Die tränenüberströmte Frau trägt das Meditationskissen vor sich auf ihren ausgestreckten Armen. Mit langsamen Schritten geht sie auf den Mann zu und hält es ihm hin: „Trage du die Last, Vater. Ich habe sie lange genug getragen.“ Der verdatterte Mann nimmt das Kissen und steht hilflos mitten im Raum. Die Frau lächelt befreit. Ich sitze in einer psychotherapeutischen Familienaufstellung. Aus den tiefsten Gründen der Seele entstehten Erzählungen von hilflosen Vätern, kontrollierenden Müttern, kriegsgeschädigten Großvätern, engen Reihenhaushälften und qualvollen Kindheiten. Es geht mir alles sehr nahe, ich halt es kaum aus. Ich kann nicht weg, also hebe ich ab. Meine Messerschmitt steht schon bereit, der Assistent reicht mir den Fallschirm und schon bin ich in der Luft. Leicht und elegant kurve ich mich in den Himmel. Ein Blick über die Tragflächen: Die Erde ist weit weg. Der Himmel ist offen und leer, ich spüre die Kraft des 1000 PS-Motors. Alles um mich herum ist leicht und ruhig. Hier kann mir keiner was.

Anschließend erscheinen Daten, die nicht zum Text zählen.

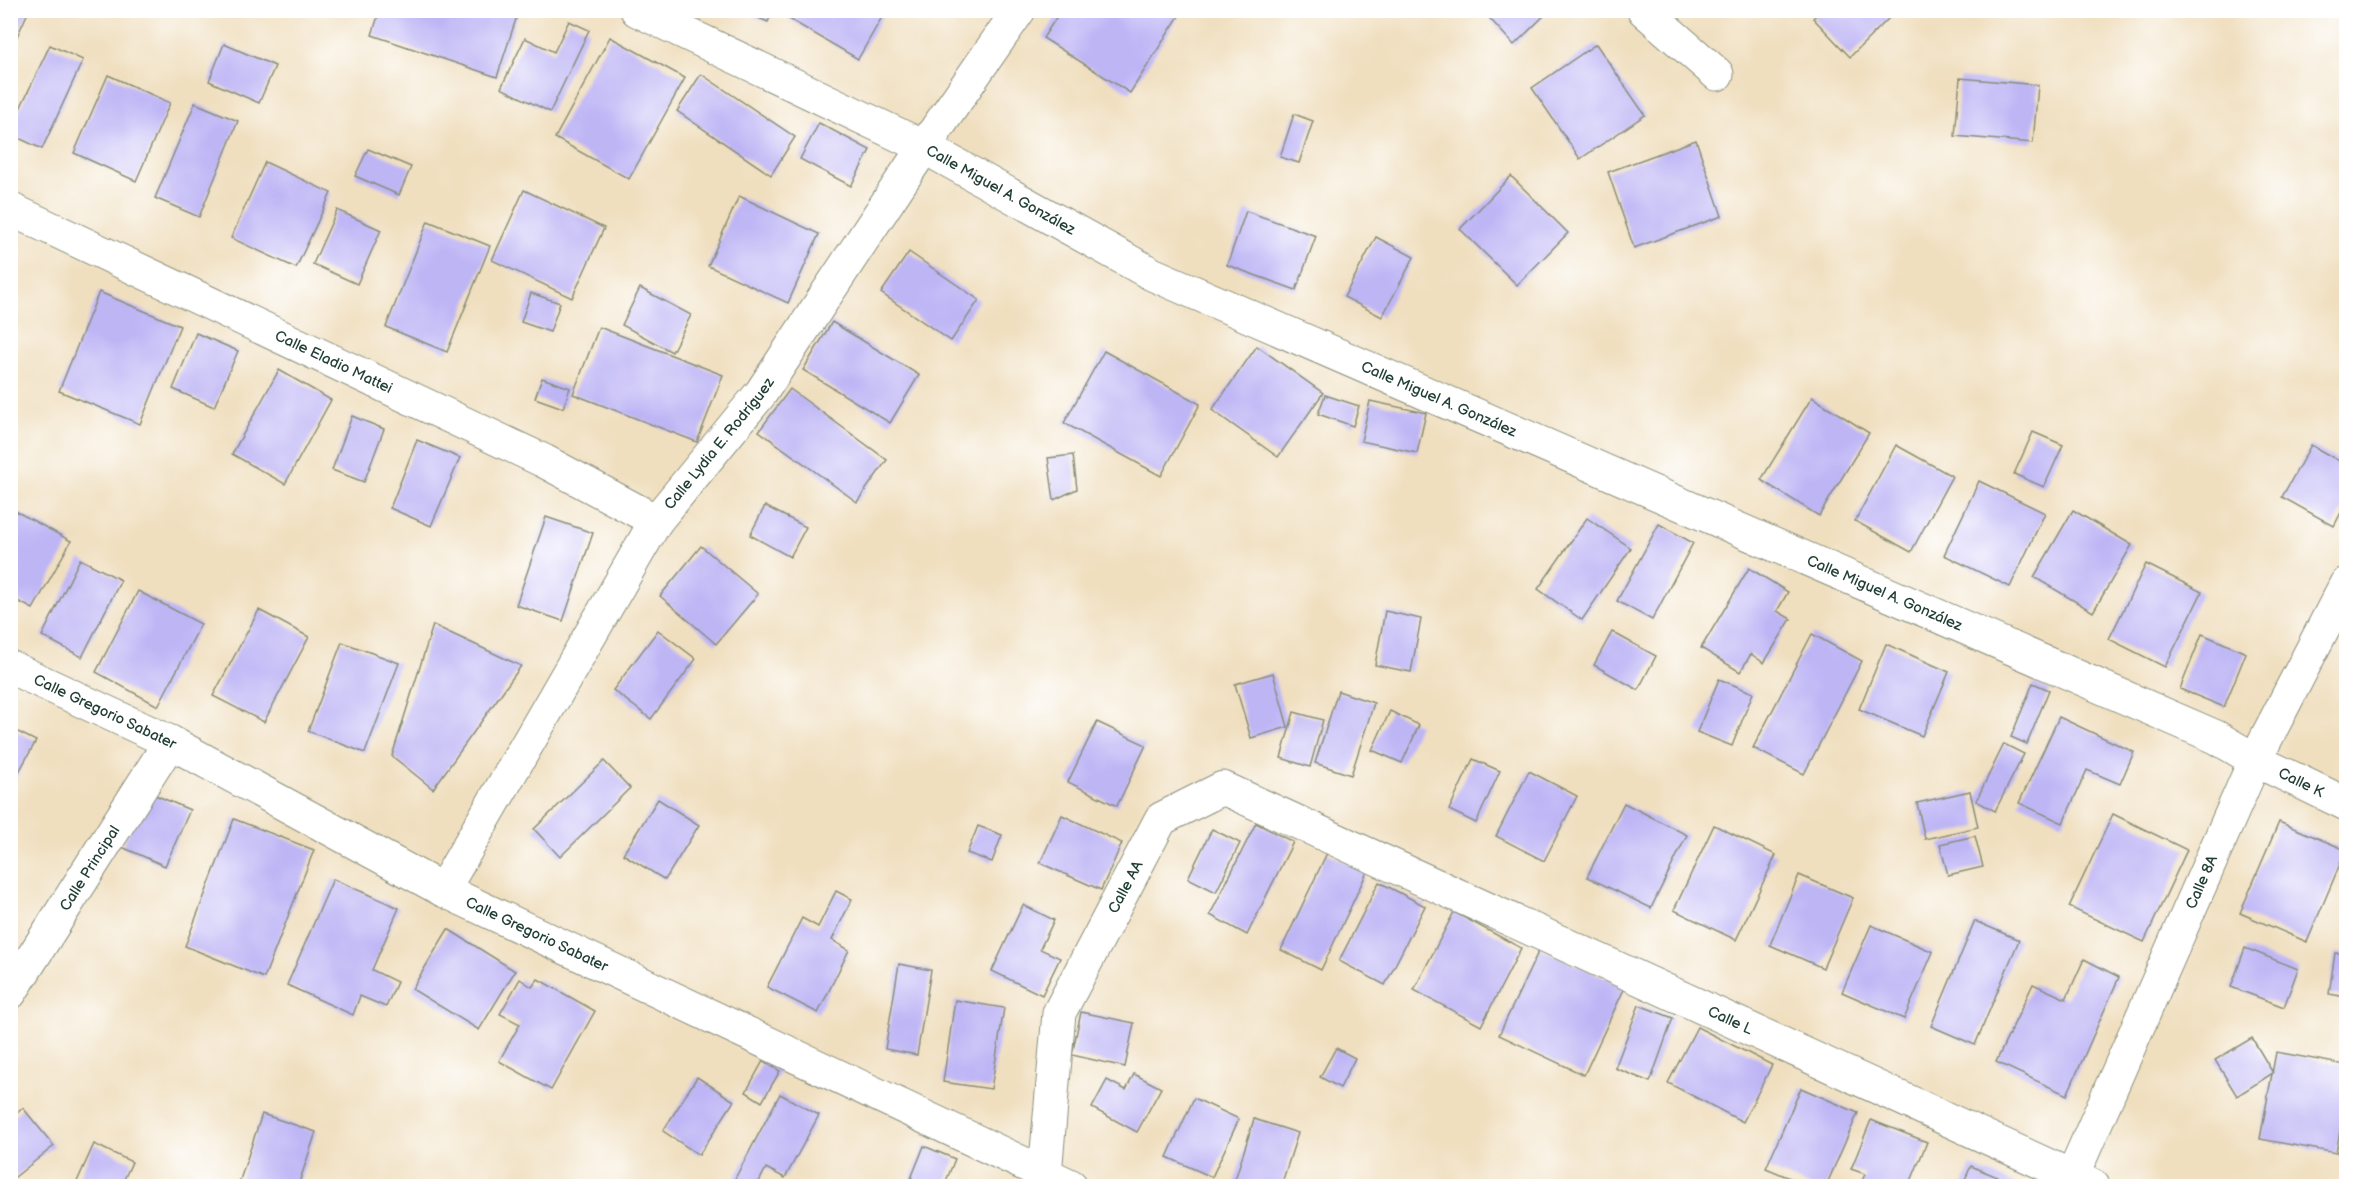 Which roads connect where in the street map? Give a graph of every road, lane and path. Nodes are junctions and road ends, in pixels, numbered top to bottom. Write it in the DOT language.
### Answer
graph roads {
  1 [pos="637,10"];
  2 [pos="1019,10"];
  3 [pos="1644,10"];
  4 [pos="1717,74"];
  5 [pos="924,147"];
  6 [pos="10,209"];
  7 [pos="656,520"];
  8 [pos="2346,584"];
  9 [pos="10,668"];
  10 [pos="170,742"];
  11 [pos="2255,760"];
  12 [pos="2346,804"];
  13 [pos="1367,854"];
  14 [pos="443,891"];
  15 [pos="10,993"];
  16 [pos="1058,1180"];
  17 [pos="2078,1183"];
  1 -- 5 [label="street, Calle Miguel A. González"];
  2 -- 5 [label="street, Calle Lydia E. Rodríguez"];
  3 -- 4 [label="street"];
  5 -- 7 [label="street, Calle Lydia E. Rodríguez"];
  5 -- 11 [label="street, Calle Miguel A. González"];
  6 -- 7 [label="street, Calle Eladio Mattei"];
  7 -- 14 [label="street, Calle Lydia E. Rodríguez"];
  8 -- 11 [label="street, Calle 8A"];
  9 -- 10 [label="street, Calle Gregorio Sabater"];
  10 -- 14 [label="street, Calle Gregorio Sabater"];
  10 -- 15 [label="street, Calle Principal"];
  11 -- 12 [label="street, Calle K"];
  11 -- 17 [label="street, Calle 8A"];
  13 -- 16 [label="street, Calle AA"];
  13 -- 17 [label="street, Calle L"];
  14 -- 16 [label="street, Calle Gregorio Sabater"];
} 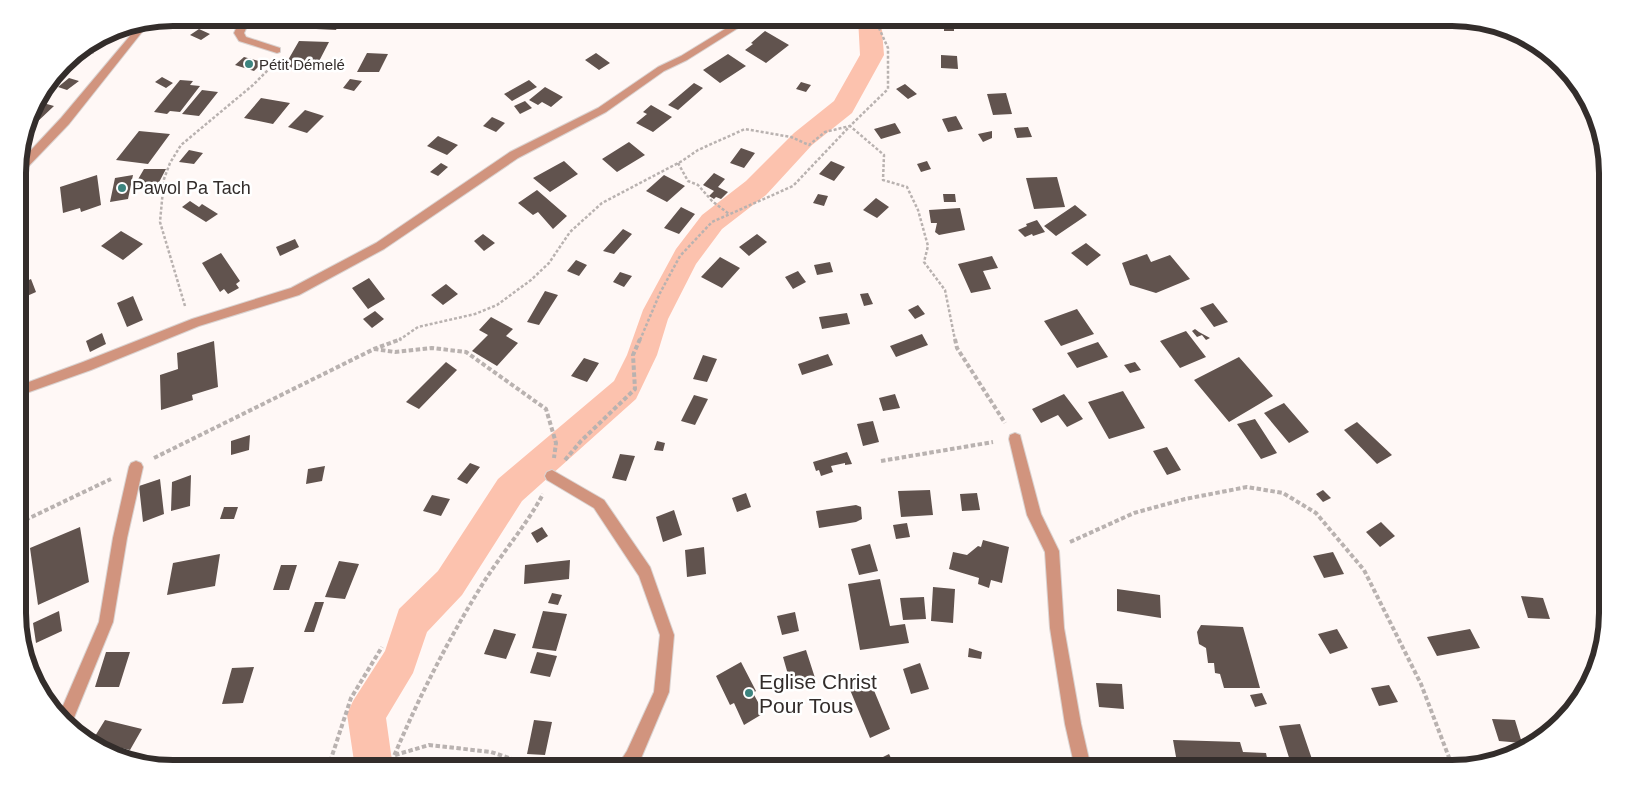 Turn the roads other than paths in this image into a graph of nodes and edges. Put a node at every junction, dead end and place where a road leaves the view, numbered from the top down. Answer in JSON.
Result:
{"nodes":[{"id":1,"x":242,"y":27,"type":"edge"},
{"id":2,"x":735,"y":27,"type":"edge"},
{"id":3,"x":140,"y":30,"type":"edge"},
{"id":4,"x":276,"y":50,"type":"road end"},
{"id":5,"x":27,"y":160,"type":"edge"},
{"id":6,"x":27,"y":388,"type":"edge"},
{"id":7,"x":1015,"y":439,"type":"road end"},
{"id":8,"x":136,"y":467,"type":"road end"},
{"id":9,"x":552,"y":476,"type":"road end"},
{"id":10,"x":67,"y":714,"type":"edge"},
{"id":11,"x":1081,"y":759,"type":"edge"},
{"id":12,"x":631,"y":760,"type":"edge"}],
"edges":[{"from":1,"to":4,"type":"street"},
{"from":2,"to":6,"type":"street"},
{"from":3,"to":5,"type":"street"},
{"from":7,"to":11,"type":"street"},
{"from":8,"to":10,"type":"street"},
{"from":9,"to":12,"type":"street"}]}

Bei den alten Flugzeugen fühle ich mich wohl. Das hat ganz früh angefangen. Sonntags nachmittags vor dem Schwarz-Weiß-Fernseher in einem engen Eigenheim. Die öffentlich-rechtlichen Sender waren sich damals nicht zu blöd, statt dem treuen Hund Lassie zur besten Familien-Sendezeit eine Dokumentation über das, was man den „Frankreich-Feldzug“ nannte zu bringen. Ausgiebig wurde auf Nazi-Propaganda-Material zurückgegriffen. Stramme Soldaten im Gegenlicht präsentierten die Gewehre und marschierten in die Rümpfe von Flugzeugen aus denen sie mit dem Fallschirm abspringen sollten. Und ich, der ich mich normalerweise unter dem Beistelltisch verkroch und heulte, wenn bei den Wild-West-Filmen ein Pferd erschossen wurde, schaute fasziniert drein. Wohl auch weil mein Vater den Film zynisch, aber mit einem gewissen Stolz kommentierte. Ja, so sei es gewesen, antwortete er mir, der sonst wenig sagte und der den Krieg als 10-Jähriger von seiner dreckigen Seite, als Vertriebener aus Schliesien erlebt hatte, die deutschen Flugzeuge seien die besten gewesen. Die Heinkels und die Messerschmitts hätten den Tommy gelehrt was eine Harke ist. Ich hätte gern noch mehr erfahren, aber da kam nichts mehr. Und abends um 10 packte meine Mutter ihm wieder die Stullen ein und er war wieder weg – für drei Tage- mit einer Fuhre Lebensmittel aus dem Rheinland für die Senatsreserve von West-Berlin. Er war weg mit seinem Laster – und ließ mir seine Last da.

Und so begann ich allein meine Suche nach den Wundermaschinen und den deutschen Helden. Fündig wurde ich ausgerechnet im Kaufhaus eines Herrn Moses in der Nachbarstadt. Dort gab es die deutschen Flieger, als Plastikbausatz, Maßstab 1:72 zum selber bauen und bemalen. Und die Heldengeschichten gab es in jedem Zeitschriftenladen als Groschenheft. „Der Landser“ hießen die. Das waren Erbauungstraktate für die entmannte Kriegergeneration, über all die vergeblichen Heldentaten, die technischen Wunderleistungen, die verteidigten Festungen. Die Geschichten endeten meist mit dem Tod des Ritterkreuzträgers oder spätestens im April 45. Dass die Deutschen, trotz ihrer Helden und ihrer tollen Waffen besiegt worden waren, wurde nirgends erwähnt.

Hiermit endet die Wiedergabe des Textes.